2) While Vida was at the Bee, Risa decided she would try out for the All-Star softball team. You know those All-Star girls, right? The ones with the fancy embroidered jackets and equipment bags? The ones who walk a little taller, look a little more smug, and seem to know something that you have no hope of ever knowing because they are freaking ALL-STARS, man! And you? You are not.

The tryouts, which kept us at the field until 9:30 pm on a school night—hello!—was stress-inducing (not only that, I was bummed to miss Miguel Syjuco's reading at the Ferry Building). Risa had to run the bases and slide; she had to bunt twice and swing away three times; she had to catch pop flies; and she had to field grounders in left field and throw all the way to first base. She's a strong player, but I really had no idea how she did. I mean, she ran fast, yes. She can slide. She hit both bunts, she fouled twice and then hit a scorcher into left field. She caught all the pop flies. She missed one grounder, but whipped every ball off super-accurate to first base.

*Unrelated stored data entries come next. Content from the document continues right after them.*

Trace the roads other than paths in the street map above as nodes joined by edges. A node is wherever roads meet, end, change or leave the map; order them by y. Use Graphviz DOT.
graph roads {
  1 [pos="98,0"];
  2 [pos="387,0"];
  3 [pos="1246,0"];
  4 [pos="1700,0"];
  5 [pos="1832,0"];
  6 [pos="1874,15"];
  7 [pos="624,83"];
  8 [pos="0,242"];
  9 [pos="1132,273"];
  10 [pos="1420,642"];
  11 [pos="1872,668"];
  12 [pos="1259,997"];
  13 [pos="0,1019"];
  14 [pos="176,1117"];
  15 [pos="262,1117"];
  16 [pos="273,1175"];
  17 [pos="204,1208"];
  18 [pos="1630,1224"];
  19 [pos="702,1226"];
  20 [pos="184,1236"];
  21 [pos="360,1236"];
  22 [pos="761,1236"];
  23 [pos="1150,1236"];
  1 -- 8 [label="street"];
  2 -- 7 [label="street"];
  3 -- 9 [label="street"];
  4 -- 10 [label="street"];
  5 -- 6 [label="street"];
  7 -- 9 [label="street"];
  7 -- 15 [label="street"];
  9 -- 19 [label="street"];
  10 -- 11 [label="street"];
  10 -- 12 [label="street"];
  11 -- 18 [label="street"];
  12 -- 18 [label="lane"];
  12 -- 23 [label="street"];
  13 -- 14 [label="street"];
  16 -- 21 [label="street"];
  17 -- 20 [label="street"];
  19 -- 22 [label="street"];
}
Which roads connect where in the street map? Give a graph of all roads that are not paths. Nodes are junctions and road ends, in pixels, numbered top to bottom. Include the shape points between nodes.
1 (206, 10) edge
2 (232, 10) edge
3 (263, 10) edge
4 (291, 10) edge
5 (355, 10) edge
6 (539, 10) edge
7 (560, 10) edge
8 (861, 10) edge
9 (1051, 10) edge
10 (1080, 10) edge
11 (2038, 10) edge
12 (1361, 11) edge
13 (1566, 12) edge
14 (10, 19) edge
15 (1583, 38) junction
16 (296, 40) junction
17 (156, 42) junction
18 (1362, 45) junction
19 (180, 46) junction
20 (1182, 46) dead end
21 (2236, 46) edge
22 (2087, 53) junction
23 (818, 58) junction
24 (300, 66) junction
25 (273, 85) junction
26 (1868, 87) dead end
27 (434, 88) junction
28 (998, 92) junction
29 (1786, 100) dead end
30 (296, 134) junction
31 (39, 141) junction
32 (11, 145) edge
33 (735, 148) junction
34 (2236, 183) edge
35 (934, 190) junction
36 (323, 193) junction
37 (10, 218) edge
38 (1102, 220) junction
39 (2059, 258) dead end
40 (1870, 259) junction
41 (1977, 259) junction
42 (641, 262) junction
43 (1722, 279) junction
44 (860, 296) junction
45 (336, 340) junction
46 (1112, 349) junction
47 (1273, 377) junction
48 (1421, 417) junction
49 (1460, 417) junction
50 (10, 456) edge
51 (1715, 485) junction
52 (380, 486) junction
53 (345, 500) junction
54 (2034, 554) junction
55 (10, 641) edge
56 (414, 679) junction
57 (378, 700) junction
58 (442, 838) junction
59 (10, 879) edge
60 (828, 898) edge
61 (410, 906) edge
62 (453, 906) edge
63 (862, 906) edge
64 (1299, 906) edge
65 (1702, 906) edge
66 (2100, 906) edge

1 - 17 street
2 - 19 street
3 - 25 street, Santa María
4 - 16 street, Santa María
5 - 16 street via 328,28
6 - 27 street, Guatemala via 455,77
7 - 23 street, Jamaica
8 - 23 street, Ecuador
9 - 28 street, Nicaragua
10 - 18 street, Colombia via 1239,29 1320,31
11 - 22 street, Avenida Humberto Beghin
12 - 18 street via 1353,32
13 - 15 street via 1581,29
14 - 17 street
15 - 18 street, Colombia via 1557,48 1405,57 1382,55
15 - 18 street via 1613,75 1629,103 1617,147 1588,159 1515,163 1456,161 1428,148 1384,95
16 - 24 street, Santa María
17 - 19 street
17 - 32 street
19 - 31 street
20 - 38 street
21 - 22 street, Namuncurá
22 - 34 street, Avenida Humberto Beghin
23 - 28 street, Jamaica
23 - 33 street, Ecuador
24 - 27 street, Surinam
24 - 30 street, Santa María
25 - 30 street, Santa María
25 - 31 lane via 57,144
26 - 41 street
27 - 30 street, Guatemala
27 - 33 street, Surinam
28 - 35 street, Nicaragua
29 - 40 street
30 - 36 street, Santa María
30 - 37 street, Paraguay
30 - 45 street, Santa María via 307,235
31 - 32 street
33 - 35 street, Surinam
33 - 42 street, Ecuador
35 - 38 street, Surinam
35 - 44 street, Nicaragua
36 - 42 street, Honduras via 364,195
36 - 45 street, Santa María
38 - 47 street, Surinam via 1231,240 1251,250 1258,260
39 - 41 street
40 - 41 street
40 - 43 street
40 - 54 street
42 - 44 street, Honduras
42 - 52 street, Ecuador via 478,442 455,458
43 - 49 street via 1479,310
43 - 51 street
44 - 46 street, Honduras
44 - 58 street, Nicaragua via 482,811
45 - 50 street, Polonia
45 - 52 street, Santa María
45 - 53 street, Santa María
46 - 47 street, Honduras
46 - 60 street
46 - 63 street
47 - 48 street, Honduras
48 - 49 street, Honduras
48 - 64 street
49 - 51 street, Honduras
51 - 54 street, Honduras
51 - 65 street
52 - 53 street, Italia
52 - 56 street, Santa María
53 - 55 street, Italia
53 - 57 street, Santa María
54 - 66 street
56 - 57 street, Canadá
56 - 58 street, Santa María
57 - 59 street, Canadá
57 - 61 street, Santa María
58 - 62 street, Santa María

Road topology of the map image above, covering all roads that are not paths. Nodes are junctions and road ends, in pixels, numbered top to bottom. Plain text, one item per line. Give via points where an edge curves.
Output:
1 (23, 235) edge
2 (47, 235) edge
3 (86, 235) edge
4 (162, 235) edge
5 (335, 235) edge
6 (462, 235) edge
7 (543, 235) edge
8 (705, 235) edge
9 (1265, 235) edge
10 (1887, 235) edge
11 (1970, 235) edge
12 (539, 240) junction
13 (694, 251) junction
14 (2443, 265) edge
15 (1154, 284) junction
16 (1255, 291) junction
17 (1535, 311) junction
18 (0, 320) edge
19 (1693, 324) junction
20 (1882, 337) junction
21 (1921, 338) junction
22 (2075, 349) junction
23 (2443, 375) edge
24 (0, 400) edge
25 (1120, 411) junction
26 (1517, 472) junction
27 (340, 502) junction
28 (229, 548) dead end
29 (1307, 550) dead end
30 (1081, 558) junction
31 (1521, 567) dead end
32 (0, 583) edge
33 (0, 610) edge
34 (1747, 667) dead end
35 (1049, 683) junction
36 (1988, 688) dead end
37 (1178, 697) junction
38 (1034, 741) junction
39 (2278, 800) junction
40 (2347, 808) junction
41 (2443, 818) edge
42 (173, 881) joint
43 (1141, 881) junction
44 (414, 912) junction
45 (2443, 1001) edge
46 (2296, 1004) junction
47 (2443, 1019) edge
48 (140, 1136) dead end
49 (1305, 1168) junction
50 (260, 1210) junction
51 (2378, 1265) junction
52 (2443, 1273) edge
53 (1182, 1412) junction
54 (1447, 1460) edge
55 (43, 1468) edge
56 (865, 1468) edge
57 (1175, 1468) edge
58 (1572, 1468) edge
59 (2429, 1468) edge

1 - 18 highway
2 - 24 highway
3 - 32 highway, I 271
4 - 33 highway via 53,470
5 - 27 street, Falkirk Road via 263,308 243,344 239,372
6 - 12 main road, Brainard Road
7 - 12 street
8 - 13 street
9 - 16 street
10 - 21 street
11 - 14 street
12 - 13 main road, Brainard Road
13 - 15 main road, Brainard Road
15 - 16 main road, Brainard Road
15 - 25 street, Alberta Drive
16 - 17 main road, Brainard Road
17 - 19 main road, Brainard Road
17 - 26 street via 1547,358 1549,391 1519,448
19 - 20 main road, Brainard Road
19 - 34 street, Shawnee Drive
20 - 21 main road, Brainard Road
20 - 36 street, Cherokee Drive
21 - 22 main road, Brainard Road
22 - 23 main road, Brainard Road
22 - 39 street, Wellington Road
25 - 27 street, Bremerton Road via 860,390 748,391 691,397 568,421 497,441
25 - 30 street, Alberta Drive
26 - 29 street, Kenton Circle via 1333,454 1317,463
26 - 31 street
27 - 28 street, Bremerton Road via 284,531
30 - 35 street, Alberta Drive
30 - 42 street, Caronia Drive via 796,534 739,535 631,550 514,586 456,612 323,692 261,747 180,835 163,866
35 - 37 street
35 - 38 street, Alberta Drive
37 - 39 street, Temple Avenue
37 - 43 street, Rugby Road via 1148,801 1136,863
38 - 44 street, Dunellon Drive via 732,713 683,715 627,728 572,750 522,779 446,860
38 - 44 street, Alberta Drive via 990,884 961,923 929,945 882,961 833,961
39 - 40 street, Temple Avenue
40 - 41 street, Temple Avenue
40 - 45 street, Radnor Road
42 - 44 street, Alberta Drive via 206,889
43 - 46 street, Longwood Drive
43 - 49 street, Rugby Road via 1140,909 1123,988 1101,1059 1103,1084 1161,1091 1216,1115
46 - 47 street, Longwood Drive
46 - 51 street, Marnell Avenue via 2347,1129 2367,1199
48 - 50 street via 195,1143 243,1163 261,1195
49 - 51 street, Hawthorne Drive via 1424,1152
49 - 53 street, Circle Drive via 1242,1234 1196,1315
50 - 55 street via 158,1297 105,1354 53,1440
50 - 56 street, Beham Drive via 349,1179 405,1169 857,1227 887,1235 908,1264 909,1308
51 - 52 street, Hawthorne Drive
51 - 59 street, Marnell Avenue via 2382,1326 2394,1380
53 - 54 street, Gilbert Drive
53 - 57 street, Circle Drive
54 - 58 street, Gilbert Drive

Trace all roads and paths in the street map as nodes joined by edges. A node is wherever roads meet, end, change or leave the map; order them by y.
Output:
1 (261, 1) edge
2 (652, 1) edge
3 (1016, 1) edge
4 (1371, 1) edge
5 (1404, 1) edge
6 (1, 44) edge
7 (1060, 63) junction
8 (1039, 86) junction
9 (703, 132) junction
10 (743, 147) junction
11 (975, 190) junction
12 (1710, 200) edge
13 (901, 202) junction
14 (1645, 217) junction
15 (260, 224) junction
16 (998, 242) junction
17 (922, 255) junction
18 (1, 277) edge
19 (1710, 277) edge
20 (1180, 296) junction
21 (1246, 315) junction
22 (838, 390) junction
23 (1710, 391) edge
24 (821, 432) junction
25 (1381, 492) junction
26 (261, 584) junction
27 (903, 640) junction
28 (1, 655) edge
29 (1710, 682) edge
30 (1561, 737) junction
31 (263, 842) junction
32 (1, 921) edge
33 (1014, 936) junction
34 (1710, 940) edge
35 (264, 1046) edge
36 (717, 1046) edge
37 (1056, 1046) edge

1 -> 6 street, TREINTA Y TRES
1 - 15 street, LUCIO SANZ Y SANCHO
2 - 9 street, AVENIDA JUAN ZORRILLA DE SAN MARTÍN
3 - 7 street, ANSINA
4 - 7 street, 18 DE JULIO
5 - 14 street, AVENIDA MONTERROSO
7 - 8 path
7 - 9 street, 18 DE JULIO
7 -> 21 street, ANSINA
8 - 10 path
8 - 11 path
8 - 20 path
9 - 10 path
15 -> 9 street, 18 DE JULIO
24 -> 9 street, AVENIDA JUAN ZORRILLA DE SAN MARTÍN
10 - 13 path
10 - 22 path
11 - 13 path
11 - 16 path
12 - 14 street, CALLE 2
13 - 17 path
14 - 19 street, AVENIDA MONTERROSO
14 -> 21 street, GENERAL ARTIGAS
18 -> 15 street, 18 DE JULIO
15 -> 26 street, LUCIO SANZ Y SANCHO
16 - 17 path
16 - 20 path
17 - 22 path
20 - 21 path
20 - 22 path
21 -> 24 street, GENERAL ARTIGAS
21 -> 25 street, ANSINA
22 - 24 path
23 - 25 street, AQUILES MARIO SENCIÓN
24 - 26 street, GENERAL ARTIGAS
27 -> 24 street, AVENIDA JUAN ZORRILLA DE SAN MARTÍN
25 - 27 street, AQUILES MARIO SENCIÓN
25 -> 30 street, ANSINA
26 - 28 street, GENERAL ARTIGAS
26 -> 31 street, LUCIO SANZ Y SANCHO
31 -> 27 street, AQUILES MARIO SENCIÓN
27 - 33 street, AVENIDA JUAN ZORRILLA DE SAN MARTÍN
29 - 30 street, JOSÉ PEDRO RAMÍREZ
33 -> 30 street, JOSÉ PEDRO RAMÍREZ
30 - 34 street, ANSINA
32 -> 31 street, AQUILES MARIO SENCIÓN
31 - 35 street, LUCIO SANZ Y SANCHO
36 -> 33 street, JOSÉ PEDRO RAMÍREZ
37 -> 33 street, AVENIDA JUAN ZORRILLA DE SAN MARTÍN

Well, she made it. I have already instructed her not to be smug. Walking taller and brandishing her fancy embroidered jacket is fully acceptable, however. Of course the fact that she made the team = she will one day win a gold medal in softball (once it's reinstated as an Olympic sport, that is).

Here she is, about to hit a homerun that propels her team into first place for the season (never mind that there's another team that has yet to lose a single game). Or maybe she's just having fun playing ball? I'm not sure:

3) Lea has invented her own language. It has no verbs, but that's not the point. Also, her chalk, El Greco-inspired drawing, was chosen for an art show. Of course the fact that she has invented her own, verb-less language and had a drawing that was chosen for an art show = she will one day become a multimedia artist whose work will be featured at the 2030 Whitney Biennial.

Here she is displaying her quirky, artistic nature. Or maybe she's just at Disneyland trying on the Mad Hatter hat/wig? I'm not sure:

Because it is Mother's Day, you just have to go with me on all this, okay?